## PROBLEM STATEMENT
All the data should be printed again exactly as written.

## Stored records
◆ ◆ ◆ ◆

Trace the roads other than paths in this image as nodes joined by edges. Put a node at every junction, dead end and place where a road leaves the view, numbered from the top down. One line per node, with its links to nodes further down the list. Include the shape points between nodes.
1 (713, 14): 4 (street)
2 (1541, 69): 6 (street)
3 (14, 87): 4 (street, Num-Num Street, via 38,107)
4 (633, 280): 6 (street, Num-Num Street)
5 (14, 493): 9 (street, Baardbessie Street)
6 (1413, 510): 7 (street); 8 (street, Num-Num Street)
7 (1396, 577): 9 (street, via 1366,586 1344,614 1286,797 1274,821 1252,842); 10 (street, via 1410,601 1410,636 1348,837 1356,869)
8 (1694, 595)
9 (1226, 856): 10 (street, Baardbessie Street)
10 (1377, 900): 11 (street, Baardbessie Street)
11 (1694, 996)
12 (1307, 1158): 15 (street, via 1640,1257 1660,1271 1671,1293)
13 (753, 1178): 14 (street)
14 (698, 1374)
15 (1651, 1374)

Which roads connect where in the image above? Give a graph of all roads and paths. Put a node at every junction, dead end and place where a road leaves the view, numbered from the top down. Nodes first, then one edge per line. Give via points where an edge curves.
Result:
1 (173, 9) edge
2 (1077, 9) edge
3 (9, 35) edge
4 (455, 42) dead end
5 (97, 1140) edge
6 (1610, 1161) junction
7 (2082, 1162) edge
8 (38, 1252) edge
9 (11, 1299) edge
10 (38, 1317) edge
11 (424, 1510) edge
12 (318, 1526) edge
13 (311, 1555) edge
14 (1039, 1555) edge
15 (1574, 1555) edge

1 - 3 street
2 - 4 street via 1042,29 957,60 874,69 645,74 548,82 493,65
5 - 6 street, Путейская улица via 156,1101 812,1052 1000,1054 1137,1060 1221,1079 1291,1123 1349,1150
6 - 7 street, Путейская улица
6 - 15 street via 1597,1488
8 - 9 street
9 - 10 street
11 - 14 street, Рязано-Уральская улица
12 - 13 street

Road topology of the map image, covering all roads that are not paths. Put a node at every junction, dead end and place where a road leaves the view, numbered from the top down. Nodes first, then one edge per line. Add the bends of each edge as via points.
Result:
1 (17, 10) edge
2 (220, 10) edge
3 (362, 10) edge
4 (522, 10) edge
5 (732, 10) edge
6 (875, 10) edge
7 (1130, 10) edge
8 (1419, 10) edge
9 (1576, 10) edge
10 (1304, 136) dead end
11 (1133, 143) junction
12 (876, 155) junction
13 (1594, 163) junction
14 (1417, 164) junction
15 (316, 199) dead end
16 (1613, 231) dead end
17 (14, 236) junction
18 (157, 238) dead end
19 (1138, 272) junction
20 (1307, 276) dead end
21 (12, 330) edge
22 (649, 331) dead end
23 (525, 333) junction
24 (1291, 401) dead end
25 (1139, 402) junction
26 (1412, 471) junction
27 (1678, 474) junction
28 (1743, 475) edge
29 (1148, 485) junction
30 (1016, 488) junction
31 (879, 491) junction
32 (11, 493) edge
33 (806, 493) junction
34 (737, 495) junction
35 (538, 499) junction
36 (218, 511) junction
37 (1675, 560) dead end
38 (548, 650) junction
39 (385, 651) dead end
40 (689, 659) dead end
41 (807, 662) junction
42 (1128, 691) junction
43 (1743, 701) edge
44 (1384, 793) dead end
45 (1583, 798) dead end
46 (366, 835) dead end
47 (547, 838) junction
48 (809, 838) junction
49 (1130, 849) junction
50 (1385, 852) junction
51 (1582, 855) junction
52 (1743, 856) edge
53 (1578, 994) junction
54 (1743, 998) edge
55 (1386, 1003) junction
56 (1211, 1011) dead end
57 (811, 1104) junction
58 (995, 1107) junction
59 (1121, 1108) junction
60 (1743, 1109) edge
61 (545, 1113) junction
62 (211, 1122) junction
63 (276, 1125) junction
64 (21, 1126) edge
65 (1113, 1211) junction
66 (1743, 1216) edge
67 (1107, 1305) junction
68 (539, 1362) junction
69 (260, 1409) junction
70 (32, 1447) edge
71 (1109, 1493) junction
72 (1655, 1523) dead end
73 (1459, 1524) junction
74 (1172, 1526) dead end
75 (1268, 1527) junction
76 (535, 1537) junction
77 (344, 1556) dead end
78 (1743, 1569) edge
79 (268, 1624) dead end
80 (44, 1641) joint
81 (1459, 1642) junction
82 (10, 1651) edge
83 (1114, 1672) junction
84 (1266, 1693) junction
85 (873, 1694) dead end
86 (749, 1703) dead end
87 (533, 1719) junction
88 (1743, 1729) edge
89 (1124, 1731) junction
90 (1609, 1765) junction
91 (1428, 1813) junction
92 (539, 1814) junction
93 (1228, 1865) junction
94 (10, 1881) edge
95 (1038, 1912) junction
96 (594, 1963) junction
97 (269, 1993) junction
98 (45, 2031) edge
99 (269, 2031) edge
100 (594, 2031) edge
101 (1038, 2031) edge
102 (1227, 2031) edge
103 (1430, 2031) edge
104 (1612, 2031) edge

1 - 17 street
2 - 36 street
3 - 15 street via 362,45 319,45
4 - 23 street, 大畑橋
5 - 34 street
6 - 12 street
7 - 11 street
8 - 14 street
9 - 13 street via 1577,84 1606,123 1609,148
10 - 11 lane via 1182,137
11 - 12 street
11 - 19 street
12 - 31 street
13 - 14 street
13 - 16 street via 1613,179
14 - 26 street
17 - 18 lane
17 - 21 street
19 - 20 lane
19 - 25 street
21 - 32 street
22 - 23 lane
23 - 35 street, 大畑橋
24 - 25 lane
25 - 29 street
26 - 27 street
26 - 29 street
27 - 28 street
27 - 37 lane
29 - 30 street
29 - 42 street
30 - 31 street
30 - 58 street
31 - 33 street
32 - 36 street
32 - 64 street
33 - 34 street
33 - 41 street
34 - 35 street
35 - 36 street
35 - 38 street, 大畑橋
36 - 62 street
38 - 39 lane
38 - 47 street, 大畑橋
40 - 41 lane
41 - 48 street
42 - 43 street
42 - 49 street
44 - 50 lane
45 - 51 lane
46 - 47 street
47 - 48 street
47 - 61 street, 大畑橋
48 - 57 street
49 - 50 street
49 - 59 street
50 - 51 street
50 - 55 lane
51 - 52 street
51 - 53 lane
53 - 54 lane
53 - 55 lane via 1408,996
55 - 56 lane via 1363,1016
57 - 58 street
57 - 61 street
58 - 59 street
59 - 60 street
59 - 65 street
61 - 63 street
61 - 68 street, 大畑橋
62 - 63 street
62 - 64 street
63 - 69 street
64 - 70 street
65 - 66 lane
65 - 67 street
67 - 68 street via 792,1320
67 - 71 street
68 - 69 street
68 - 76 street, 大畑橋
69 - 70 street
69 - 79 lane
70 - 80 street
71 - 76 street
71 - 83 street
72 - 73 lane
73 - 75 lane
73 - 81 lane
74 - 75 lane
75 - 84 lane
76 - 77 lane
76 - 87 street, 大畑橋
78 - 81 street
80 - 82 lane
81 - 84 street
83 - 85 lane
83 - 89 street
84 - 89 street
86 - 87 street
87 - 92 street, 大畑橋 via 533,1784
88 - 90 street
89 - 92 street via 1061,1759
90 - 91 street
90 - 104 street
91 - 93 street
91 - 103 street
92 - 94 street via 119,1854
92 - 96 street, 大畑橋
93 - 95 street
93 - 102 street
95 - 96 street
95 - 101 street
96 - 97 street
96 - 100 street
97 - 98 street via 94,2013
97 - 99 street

◆ ◆ ◆ ◆

## ANSWER SPACE
Trace the roads other than paths in this image as nodes joined by edges. Put a node at every junction, dead end and place where a road leaves the view, numbered from the top down. One line per node, with its links to nodes further down the list. Include the shape points between nodes.
1 (713, 14): 4 (street)
2 (1541, 69): 6 (street)
3 (14, 87): 4 (street, Num-Num Street, via 38,107)
4 (633, 280): 6 (street, Num-Num Street)
5 (14, 493): 9 (street, Baardbessie Street)
6 (1413, 510): 7 (street); 8 (street, Num-Num Street)
7 (1396, 577): 9 (street, via 1366,586 1344,614 1286,797 1274,821 1252,842); 10 (street, via 1410,601 1410,636 1348,837 1356,869)
8 (1694, 595)
9 (1226, 856): 10 (street, Baardbessie Street)
10 (1377, 900): 11 (street, Baardbessie Street)
11 (1694, 996)
12 (1307, 1158): 15 (street, via 1640,1257 1660,1271 1671,1293)
13 (753, 1178): 14 (street)
14 (698, 1374)
15 (1651, 1374)

Which roads connect where in the image above? Give a graph of all roads and paths. Put a node at every junction, dead end and place where a road leaves the view, numbered from the top down. Nodes first, then one edge per line. Give via points where an edge curves.
Result:
1 (173, 9) edge
2 (1077, 9) edge
3 (9, 35) edge
4 (455, 42) dead end
5 (97, 1140) edge
6 (1610, 1161) junction
7 (2082, 1162) edge
8 (38, 1252) edge
9 (11, 1299) edge
10 (38, 1317) edge
11 (424, 1510) edge
12 (318, 1526) edge
13 (311, 1555) edge
14 (1039, 1555) edge
15 (1574, 1555) edge

1 - 3 street
2 - 4 street via 1042,29 957,60 874,69 645,74 548,82 493,65
5 - 6 street, Путейская улица via 156,1101 812,1052 1000,1054 1137,1060 1221,1079 1291,1123 1349,1150
6 - 7 street, Путейская улица
6 - 15 street via 1597,1488
8 - 9 street
9 - 10 street
11 - 14 street, Рязано-Уральская улица
12 - 13 street

Road topology of the map image, covering all roads that are not paths. Put a node at every junction, dead end and place where a road leaves the view, numbered from the top down. Nodes first, then one edge per line. Add the bends of each edge as via points.
Result:
1 (17, 10) edge
2 (220, 10) edge
3 (362, 10) edge
4 (522, 10) edge
5 (732, 10) edge
6 (875, 10) edge
7 (1130, 10) edge
8 (1419, 10) edge
9 (1576, 10) edge
10 (1304, 136) dead end
11 (1133, 143) junction
12 (876, 155) junction
13 (1594, 163) junction
14 (1417, 164) junction
15 (316, 199) dead end
16 (1613, 231) dead end
17 (14, 236) junction
18 (157, 238) dead end
19 (1138, 272) junction
20 (1307, 276) dead end
21 (12, 330) edge
22 (649, 331) dead end
23 (525, 333) junction
24 (1291, 401) dead end
25 (1139, 402) junction
26 (1412, 471) junction
27 (1678, 474) junction
28 (1743, 475) edge
29 (1148, 485) junction
30 (1016, 488) junction
31 (879, 491) junction
32 (11, 493) edge
33 (806, 493) junction
34 (737, 495) junction
35 (538, 499) junction
36 (218, 511) junction
37 (1675, 560) dead end
38 (548, 650) junction
39 (385, 651) dead end
40 (689, 659) dead end
41 (807, 662) junction
42 (1128, 691) junction
43 (1743, 701) edge
44 (1384, 793) dead end
45 (1583, 798) dead end
46 (366, 835) dead end
47 (547, 838) junction
48 (809, 838) junction
49 (1130, 849) junction
50 (1385, 852) junction
51 (1582, 855) junction
52 (1743, 856) edge
53 (1578, 994) junction
54 (1743, 998) edge
55 (1386, 1003) junction
56 (1211, 1011) dead end
57 (811, 1104) junction
58 (995, 1107) junction
59 (1121, 1108) junction
60 (1743, 1109) edge
61 (545, 1113) junction
62 (211, 1122) junction
63 (276, 1125) junction
64 (21, 1126) edge
65 (1113, 1211) junction
66 (1743, 1216) edge
67 (1107, 1305) junction
68 (539, 1362) junction
69 (260, 1409) junction
70 (32, 1447) edge
71 (1109, 1493) junction
72 (1655, 1523) dead end
73 (1459, 1524) junction
74 (1172, 1526) dead end
75 (1268, 1527) junction
76 (535, 1537) junction
77 (344, 1556) dead end
78 (1743, 1569) edge
79 (268, 1624) dead end
80 (44, 1641) joint
81 (1459, 1642) junction
82 (10, 1651) edge
83 (1114, 1672) junction
84 (1266, 1693) junction
85 (873, 1694) dead end
86 (749, 1703) dead end
87 (533, 1719) junction
88 (1743, 1729) edge
89 (1124, 1731) junction
90 (1609, 1765) junction
91 (1428, 1813) junction
92 (539, 1814) junction
93 (1228, 1865) junction
94 (10, 1881) edge
95 (1038, 1912) junction
96 (594, 1963) junction
97 (269, 1993) junction
98 (45, 2031) edge
99 (269, 2031) edge
100 (594, 2031) edge
101 (1038, 2031) edge
102 (1227, 2031) edge
103 (1430, 2031) edge
104 (1612, 2031) edge

1 - 17 street
2 - 36 street
3 - 15 street via 362,45 319,45
4 - 23 street, 大畑橋
5 - 34 street
6 - 12 street
7 - 11 street
8 - 14 street
9 - 13 street via 1577,84 1606,123 1609,148
10 - 11 lane via 1182,137
11 - 12 street
11 - 19 street
12 - 31 street
13 - 14 street
13 - 16 street via 1613,179
14 - 26 street
17 - 18 lane
17 - 21 street
19 - 20 lane
19 - 25 street
21 - 32 street
22 - 23 lane
23 - 35 street, 大畑橋
24 - 25 lane
25 - 29 street
26 - 27 street
26 - 29 street
27 - 28 street
27 - 37 lane
29 - 30 street
29 - 42 street
30 - 31 street
30 - 58 street
31 - 33 street
32 - 36 street
32 - 64 street
33 - 34 street
33 - 41 street
34 - 35 street
35 - 36 street
35 - 38 street, 大畑橋
36 - 62 street
38 - 39 lane
38 - 47 street, 大畑橋
40 - 41 lane
41 - 48 street
42 - 43 street
42 - 49 street
44 - 50 lane
45 - 51 lane
46 - 47 street
47 - 48 street
47 - 61 street, 大畑橋
48 - 57 street
49 - 50 street
49 - 59 street
50 - 51 street
50 - 55 lane
51 - 52 street
51 - 53 lane
53 - 54 lane
53 - 55 lane via 1408,996
55 - 56 lane via 1363,1016
57 - 58 street
57 - 61 street
58 - 59 street
59 - 60 street
59 - 65 street
61 - 63 street
61 - 68 street, 大畑橋
62 - 63 street
62 - 64 street
63 - 69 street
64 - 70 street
65 - 66 lane
65 - 67 street
67 - 68 street via 792,1320
67 - 71 street
68 - 69 street
68 - 76 street, 大畑橋
69 - 70 street
69 - 79 lane
70 - 80 street
71 - 76 street
71 - 83 street
72 - 73 lane
73 - 75 lane
73 - 81 lane
74 - 75 lane
75 - 84 lane
76 - 77 lane
76 - 87 street, 大畑橋
78 - 81 street
80 - 82 lane
81 - 84 street
83 - 85 lane
83 - 89 street
84 - 89 street
86 - 87 street
87 - 92 street, 大畑橋 via 533,1784
88 - 90 street
89 - 92 street via 1061,1759
90 - 91 street
90 - 104 street
91 - 93 street
91 - 103 street
92 - 94 street via 119,1854
92 - 96 street, 大畑橋
93 - 95 street
93 - 102 street
95 - 96 street
95 - 101 street
96 - 97 street
96 - 100 street
97 - 98 street via 94,2013
97 - 99 street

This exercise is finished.